§ Work task: Review the material and extract every line in which the word "node" occurs.

§ Data section:
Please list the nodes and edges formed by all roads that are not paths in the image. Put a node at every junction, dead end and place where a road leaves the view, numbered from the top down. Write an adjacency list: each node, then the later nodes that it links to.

==

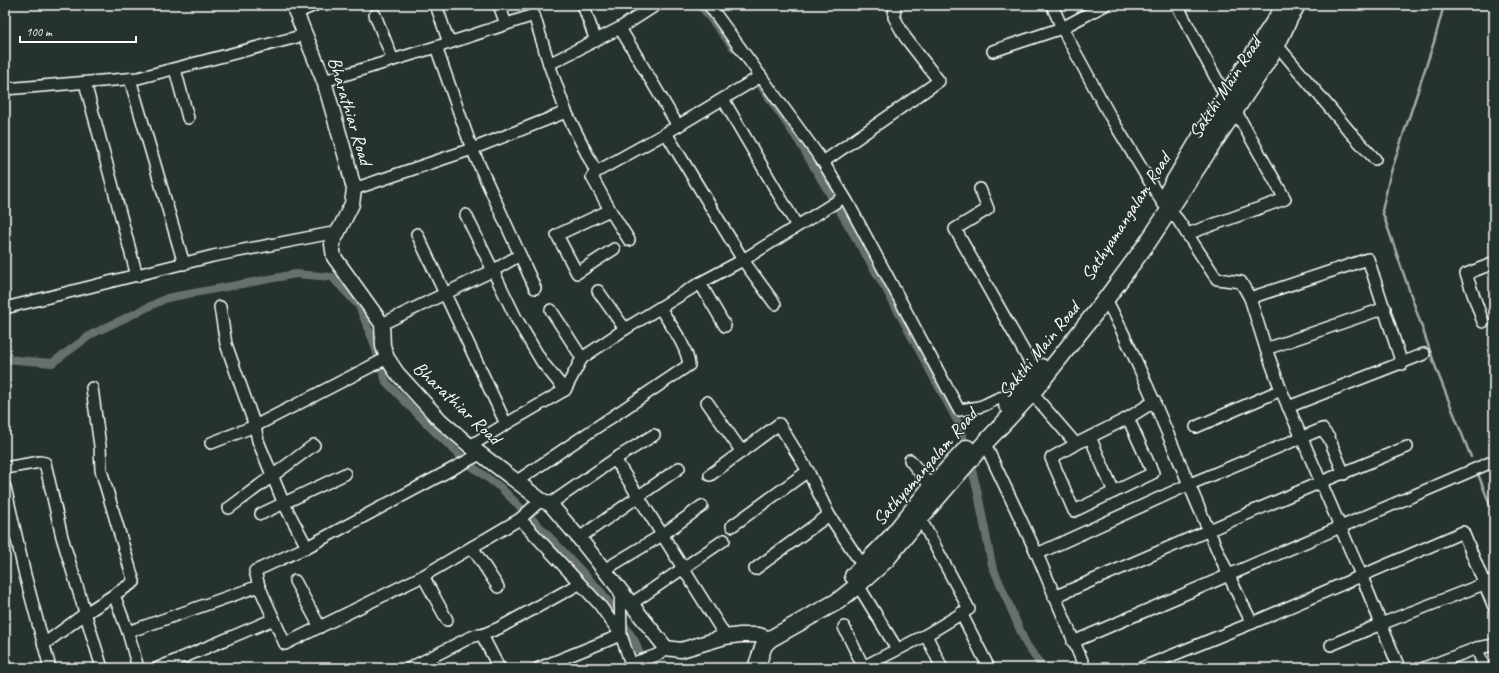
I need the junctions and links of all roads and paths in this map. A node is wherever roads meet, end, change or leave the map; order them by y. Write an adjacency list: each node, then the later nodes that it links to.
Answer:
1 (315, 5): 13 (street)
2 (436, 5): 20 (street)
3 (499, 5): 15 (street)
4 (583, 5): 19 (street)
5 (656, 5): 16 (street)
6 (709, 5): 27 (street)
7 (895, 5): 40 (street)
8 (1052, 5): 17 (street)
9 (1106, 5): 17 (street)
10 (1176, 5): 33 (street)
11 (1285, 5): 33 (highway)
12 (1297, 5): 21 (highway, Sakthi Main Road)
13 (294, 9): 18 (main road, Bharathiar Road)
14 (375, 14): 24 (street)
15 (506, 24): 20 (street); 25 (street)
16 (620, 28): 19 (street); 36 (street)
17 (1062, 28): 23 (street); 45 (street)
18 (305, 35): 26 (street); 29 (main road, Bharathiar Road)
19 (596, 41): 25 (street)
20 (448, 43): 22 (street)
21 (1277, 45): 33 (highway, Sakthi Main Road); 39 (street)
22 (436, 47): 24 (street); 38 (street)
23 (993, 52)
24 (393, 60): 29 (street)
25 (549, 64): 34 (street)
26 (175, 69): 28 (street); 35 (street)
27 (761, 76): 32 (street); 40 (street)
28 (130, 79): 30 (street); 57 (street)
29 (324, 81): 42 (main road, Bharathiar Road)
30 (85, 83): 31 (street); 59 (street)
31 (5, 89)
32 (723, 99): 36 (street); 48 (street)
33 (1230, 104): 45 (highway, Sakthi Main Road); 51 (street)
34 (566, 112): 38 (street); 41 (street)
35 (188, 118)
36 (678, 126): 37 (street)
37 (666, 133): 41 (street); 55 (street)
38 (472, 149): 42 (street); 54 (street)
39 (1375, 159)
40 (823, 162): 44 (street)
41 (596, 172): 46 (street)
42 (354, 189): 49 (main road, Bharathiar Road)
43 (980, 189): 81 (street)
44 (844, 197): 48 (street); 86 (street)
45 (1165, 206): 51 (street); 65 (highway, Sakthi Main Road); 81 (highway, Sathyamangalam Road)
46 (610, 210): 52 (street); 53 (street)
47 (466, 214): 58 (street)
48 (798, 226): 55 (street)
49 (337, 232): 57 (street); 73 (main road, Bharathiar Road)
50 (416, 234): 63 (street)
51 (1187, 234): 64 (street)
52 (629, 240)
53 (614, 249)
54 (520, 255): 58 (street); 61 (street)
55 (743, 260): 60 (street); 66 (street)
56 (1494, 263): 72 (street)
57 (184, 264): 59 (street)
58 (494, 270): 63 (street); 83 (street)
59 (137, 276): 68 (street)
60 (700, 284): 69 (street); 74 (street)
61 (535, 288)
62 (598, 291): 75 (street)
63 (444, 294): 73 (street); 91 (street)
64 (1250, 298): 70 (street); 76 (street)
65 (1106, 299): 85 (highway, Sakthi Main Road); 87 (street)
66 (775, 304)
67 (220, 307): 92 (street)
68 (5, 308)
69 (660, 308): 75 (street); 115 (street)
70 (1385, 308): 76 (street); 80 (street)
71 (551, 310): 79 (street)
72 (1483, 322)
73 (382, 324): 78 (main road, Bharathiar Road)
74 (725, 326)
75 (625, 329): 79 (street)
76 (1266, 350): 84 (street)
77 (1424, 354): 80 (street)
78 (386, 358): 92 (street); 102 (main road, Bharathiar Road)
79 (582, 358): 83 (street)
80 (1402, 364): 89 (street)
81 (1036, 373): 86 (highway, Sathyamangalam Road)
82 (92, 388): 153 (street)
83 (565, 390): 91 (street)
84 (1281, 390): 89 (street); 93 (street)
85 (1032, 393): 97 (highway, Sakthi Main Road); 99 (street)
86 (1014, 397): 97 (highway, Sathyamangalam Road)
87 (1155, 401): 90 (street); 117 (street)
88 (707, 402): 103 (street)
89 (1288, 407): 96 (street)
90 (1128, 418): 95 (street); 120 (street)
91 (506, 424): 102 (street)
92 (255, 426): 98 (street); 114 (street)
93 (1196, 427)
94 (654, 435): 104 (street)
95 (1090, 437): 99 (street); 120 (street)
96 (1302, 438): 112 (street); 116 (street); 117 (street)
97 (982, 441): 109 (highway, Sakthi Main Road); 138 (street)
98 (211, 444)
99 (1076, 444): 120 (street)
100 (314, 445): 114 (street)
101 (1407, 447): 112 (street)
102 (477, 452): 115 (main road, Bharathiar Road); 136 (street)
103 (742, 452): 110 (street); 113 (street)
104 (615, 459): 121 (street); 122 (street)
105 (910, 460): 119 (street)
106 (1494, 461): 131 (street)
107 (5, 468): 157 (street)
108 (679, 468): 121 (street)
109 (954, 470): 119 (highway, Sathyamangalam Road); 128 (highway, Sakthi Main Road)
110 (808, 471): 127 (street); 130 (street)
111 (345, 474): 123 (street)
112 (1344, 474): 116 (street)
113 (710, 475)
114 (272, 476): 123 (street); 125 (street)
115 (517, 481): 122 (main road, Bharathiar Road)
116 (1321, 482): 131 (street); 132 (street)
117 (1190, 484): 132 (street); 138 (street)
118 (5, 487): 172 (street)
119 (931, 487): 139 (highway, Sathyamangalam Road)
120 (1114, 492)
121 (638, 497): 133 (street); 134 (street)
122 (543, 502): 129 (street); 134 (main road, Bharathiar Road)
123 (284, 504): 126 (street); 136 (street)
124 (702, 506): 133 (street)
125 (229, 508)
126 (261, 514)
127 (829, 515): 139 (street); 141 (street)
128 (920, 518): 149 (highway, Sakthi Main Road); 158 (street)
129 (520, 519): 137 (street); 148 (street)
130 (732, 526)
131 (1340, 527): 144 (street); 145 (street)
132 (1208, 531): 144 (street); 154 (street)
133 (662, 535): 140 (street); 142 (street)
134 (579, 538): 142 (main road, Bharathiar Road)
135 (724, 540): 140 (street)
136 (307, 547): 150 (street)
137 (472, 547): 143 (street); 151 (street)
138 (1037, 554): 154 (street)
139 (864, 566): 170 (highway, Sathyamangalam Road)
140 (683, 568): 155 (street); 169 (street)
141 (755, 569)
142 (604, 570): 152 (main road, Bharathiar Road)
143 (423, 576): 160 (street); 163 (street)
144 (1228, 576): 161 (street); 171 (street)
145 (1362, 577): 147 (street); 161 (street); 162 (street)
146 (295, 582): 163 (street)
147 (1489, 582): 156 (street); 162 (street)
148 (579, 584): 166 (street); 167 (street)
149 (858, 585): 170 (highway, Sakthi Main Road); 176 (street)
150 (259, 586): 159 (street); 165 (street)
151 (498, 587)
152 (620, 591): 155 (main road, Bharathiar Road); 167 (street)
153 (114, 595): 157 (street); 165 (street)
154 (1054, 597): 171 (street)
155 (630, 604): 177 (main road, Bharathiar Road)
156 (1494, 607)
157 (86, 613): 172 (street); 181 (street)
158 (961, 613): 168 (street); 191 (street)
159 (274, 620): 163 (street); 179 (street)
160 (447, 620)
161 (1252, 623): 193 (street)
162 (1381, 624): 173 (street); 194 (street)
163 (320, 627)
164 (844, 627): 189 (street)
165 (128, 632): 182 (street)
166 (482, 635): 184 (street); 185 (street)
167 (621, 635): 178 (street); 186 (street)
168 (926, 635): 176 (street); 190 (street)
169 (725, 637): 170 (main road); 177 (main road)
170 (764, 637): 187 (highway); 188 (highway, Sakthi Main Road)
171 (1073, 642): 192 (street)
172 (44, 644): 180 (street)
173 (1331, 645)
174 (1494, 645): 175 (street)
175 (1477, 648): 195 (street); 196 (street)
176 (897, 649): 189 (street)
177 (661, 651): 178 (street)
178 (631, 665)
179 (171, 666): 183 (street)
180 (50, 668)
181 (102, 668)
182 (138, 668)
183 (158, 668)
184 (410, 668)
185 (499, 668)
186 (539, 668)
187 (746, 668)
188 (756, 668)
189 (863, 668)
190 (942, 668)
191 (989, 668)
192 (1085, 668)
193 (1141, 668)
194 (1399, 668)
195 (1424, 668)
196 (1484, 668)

§ Written solution:
Please list the nodes and edges formed by all roads that are not paths in the image. Put a node at every junction, dead end and place where a road leaves the view, numbered from the top down. Write an adjacency list: each node, then the later nodes that it links to.
I need the junctions and links of all roads and paths in this map. A node is wherever roads meet, end, change or leave the map; order them by y. Write an adjacency list: each node, then the later nodes that it links to.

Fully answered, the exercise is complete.